| Work item |
Your job is to reproduce all of the data exactly.
Exercise data: Begin
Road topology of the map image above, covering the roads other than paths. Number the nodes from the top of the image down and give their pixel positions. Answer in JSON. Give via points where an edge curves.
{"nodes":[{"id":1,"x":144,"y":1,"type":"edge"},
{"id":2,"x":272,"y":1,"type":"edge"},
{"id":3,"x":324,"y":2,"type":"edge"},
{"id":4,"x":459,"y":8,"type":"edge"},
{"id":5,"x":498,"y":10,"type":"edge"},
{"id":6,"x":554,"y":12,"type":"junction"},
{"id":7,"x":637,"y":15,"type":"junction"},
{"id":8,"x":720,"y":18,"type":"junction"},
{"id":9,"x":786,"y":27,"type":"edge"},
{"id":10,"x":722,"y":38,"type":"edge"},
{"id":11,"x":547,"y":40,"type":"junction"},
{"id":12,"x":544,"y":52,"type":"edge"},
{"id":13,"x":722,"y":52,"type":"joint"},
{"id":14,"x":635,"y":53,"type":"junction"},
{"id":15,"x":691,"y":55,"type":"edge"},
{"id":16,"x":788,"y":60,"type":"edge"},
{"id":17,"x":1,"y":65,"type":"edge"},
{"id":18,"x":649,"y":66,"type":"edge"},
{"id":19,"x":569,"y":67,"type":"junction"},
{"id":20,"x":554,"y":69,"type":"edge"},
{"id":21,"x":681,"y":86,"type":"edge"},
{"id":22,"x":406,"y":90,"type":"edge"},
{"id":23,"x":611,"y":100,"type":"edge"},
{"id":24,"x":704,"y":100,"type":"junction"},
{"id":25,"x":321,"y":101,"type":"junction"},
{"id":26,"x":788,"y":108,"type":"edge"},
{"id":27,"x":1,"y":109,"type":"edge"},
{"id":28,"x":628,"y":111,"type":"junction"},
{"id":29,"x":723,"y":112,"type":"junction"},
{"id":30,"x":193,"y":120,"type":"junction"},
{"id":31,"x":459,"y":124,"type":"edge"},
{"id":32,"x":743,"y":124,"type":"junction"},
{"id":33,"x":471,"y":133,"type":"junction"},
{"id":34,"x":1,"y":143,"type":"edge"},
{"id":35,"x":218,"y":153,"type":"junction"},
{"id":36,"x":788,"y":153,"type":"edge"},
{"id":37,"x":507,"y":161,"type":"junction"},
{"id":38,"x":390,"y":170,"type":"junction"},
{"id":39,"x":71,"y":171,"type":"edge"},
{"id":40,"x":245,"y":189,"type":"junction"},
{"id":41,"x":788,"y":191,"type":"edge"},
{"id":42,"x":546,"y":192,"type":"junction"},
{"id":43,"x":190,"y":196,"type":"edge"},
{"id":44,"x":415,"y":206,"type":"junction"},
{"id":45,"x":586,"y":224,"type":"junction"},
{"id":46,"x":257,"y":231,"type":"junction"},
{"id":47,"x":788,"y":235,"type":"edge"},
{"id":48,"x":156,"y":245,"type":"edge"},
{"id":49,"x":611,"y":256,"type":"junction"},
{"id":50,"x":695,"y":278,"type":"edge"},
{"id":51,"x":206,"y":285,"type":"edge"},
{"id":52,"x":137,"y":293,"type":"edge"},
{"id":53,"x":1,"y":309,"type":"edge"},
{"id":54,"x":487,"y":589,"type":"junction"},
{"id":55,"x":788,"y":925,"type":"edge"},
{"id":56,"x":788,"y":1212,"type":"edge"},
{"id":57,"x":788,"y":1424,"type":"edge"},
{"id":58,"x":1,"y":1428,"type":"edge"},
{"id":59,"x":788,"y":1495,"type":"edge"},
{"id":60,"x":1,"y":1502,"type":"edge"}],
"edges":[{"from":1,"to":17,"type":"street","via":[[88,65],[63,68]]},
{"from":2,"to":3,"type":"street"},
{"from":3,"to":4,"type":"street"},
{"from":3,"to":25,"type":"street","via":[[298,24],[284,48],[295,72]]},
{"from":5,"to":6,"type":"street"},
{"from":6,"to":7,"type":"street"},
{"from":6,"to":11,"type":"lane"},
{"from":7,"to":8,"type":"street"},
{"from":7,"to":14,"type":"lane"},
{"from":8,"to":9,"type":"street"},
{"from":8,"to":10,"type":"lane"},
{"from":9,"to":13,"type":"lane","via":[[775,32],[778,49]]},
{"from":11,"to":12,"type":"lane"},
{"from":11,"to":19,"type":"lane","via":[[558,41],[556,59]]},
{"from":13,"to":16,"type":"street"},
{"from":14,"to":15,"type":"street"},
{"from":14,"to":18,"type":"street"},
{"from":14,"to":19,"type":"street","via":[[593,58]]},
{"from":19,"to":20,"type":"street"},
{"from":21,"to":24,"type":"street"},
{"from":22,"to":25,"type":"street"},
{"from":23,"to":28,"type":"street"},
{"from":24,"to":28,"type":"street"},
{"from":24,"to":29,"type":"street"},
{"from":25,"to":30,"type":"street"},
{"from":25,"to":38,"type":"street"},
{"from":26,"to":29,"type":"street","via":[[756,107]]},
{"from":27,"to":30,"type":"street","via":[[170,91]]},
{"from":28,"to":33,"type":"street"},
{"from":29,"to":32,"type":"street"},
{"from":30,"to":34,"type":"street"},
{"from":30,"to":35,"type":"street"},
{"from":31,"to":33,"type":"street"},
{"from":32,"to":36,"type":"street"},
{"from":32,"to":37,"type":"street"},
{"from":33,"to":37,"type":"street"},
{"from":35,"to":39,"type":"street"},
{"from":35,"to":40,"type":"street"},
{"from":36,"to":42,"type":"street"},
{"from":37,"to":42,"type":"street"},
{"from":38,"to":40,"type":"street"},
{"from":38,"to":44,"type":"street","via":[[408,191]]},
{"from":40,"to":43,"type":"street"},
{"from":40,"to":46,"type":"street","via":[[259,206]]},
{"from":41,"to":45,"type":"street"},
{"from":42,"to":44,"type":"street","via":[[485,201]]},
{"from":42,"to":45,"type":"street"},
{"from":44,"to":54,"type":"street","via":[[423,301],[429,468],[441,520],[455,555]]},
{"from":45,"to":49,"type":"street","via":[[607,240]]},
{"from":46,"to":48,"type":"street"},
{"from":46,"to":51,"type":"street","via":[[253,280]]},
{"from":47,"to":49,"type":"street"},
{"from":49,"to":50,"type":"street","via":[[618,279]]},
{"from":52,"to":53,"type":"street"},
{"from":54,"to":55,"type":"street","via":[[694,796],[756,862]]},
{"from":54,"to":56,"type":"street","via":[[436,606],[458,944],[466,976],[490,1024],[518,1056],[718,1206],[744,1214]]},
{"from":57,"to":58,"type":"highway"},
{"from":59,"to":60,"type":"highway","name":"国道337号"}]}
Exercise data: End
| The completed task |
Road topology of the map image above, covering the roads other than paths. Number the nodes from the top of the image down and give their pixel positions. Answer in JSON. Give via points where an edge curves.
{"nodes":[{"id":1,"x":144,"y":1,"type":"edge"},
{"id":2,"x":272,"y":1,"type":"edge"},
{"id":3,"x":324,"y":2,"type":"edge"},
{"id":4,"x":459,"y":8,"type":"edge"},
{"id":5,"x":498,"y":10,"type":"edge"},
{"id":6,"x":554,"y":12,"type":"junction"},
{"id":7,"x":637,"y":15,"type":"junction"},
{"id":8,"x":720,"y":18,"type":"junction"},
{"id":9,"x":786,"y":27,"type":"edge"},
{"id":10,"x":722,"y":38,"type":"edge"},
{"id":11,"x":547,"y":40,"type":"junction"},
{"id":12,"x":544,"y":52,"type":"edge"},
{"id":13,"x":722,"y":52,"type":"joint"},
{"id":14,"x":635,"y":53,"type":"junction"},
{"id":15,"x":691,"y":55,"type":"edge"},
{"id":16,"x":788,"y":60,"type":"edge"},
{"id":17,"x":1,"y":65,"type":"edge"},
{"id":18,"x":649,"y":66,"type":"edge"},
{"id":19,"x":569,"y":67,"type":"junction"},
{"id":20,"x":554,"y":69,"type":"edge"},
{"id":21,"x":681,"y":86,"type":"edge"},
{"id":22,"x":406,"y":90,"type":"edge"},
{"id":23,"x":611,"y":100,"type":"edge"},
{"id":24,"x":704,"y":100,"type":"junction"},
{"id":25,"x":321,"y":101,"type":"junction"},
{"id":26,"x":788,"y":108,"type":"edge"},
{"id":27,"x":1,"y":109,"type":"edge"},
{"id":28,"x":628,"y":111,"type":"junction"},
{"id":29,"x":723,"y":112,"type":"junction"},
{"id":30,"x":193,"y":120,"type":"junction"},
{"id":31,"x":459,"y":124,"type":"edge"},
{"id":32,"x":743,"y":124,"type":"junction"},
{"id":33,"x":471,"y":133,"type":"junction"},
{"id":34,"x":1,"y":143,"type":"edge"},
{"id":35,"x":218,"y":153,"type":"junction"},
{"id":36,"x":788,"y":153,"type":"edge"},
{"id":37,"x":507,"y":161,"type":"junction"},
{"id":38,"x":390,"y":170,"type":"junction"},
{"id":39,"x":71,"y":171,"type":"edge"},
{"id":40,"x":245,"y":189,"type":"junction"},
{"id":41,"x":788,"y":191,"type":"edge"},
{"id":42,"x":546,"y":192,"type":"junction"},
{"id":43,"x":190,"y":196,"type":"edge"},
{"id":44,"x":415,"y":206,"type":"junction"},
{"id":45,"x":586,"y":224,"type":"junction"},
{"id":46,"x":257,"y":231,"type":"junction"},
{"id":47,"x":788,"y":235,"type":"edge"},
{"id":48,"x":156,"y":245,"type":"edge"},
{"id":49,"x":611,"y":256,"type":"junction"},
{"id":50,"x":695,"y":278,"type":"edge"},
{"id":51,"x":206,"y":285,"type":"edge"},
{"id":52,"x":137,"y":293,"type":"edge"},
{"id":53,"x":1,"y":309,"type":"edge"},
{"id":54,"x":487,"y":589,"type":"junction"},
{"id":55,"x":788,"y":925,"type":"edge"},
{"id":56,"x":788,"y":1212,"type":"edge"},
{"id":57,"x":788,"y":1424,"type":"edge"},
{"id":58,"x":1,"y":1428,"type":"edge"},
{"id":59,"x":788,"y":1495,"type":"edge"},
{"id":60,"x":1,"y":1502,"type":"edge"}],
"edges":[{"from":1,"to":17,"type":"street","via":[[88,65],[63,68]]},
{"from":2,"to":3,"type":"street"},
{"from":3,"to":4,"type":"street"},
{"from":3,"to":25,"type":"street","via":[[298,24],[284,48],[295,72]]},
{"from":5,"to":6,"type":"street"},
{"from":6,"to":7,"type":"street"},
{"from":6,"to":11,"type":"lane"},
{"from":7,"to":8,"type":"street"},
{"from":7,"to":14,"type":"lane"},
{"from":8,"to":9,"type":"street"},
{"from":8,"to":10,"type":"lane"},
{"from":9,"to":13,"type":"lane","via":[[775,32],[778,49]]},
{"from":11,"to":12,"type":"lane"},
{"from":11,"to":19,"type":"lane","via":[[558,41],[556,59]]},
{"from":13,"to":16,"type":"street"},
{"from":14,"to":15,"type":"street"},
{"from":14,"to":18,"type":"street"},
{"from":14,"to":19,"type":"street","via":[[593,58]]},
{"from":19,"to":20,"type":"street"},
{"from":21,"to":24,"type":"street"},
{"from":22,"to":25,"type":"street"},
{"from":23,"to":28,"type":"street"},
{"from":24,"to":28,"type":"street"},
{"from":24,"to":29,"type":"street"},
{"from":25,"to":30,"type":"street"},
{"from":25,"to":38,"type":"street"},
{"from":26,"to":29,"type":"street","via":[[756,107]]},
{"from":27,"to":30,"type":"street","via":[[170,91]]},
{"from":28,"to":33,"type":"street"},
{"from":29,"to":32,"type":"street"},
{"from":30,"to":34,"type":"street"},
{"from":30,"to":35,"type":"street"},
{"from":31,"to":33,"type":"street"},
{"from":32,"to":36,"type":"street"},
{"from":32,"to":37,"type":"street"},
{"from":33,"to":37,"type":"street"},
{"from":35,"to":39,"type":"street"},
{"from":35,"to":40,"type":"street"},
{"from":36,"to":42,"type":"street"},
{"from":37,"to":42,"type":"street"},
{"from":38,"to":40,"type":"street"},
{"from":38,"to":44,"type":"street","via":[[408,191]]},
{"from":40,"to":43,"type":"street"},
{"from":40,"to":46,"type":"street","via":[[259,206]]},
{"from":41,"to":45,"type":"street"},
{"from":42,"to":44,"type":"street","via":[[485,201]]},
{"from":42,"to":45,"type":"street"},
{"from":44,"to":54,"type":"street","via":[[423,301],[429,468],[441,520],[455,555]]},
{"from":45,"to":49,"type":"street","via":[[607,240]]},
{"from":46,"to":48,"type":"street"},
{"from":46,"to":51,"type":"street","via":[[253,280]]},
{"from":47,"to":49,"type":"street"},
{"from":49,"to":50,"type":"street","via":[[618,279]]},
{"from":52,"to":53,"type":"street"},
{"from":54,"to":55,"type":"street","via":[[694,796],[756,862]]},
{"from":54,"to":56,"type":"street","via":[[436,606],[458,944],[466,976],[490,1024],[518,1056],[718,1206],[744,1214]]},
{"from":57,"to":58,"type":"highway"},
{"from":59,"to":60,"type":"highway","name":"国道337号"}]}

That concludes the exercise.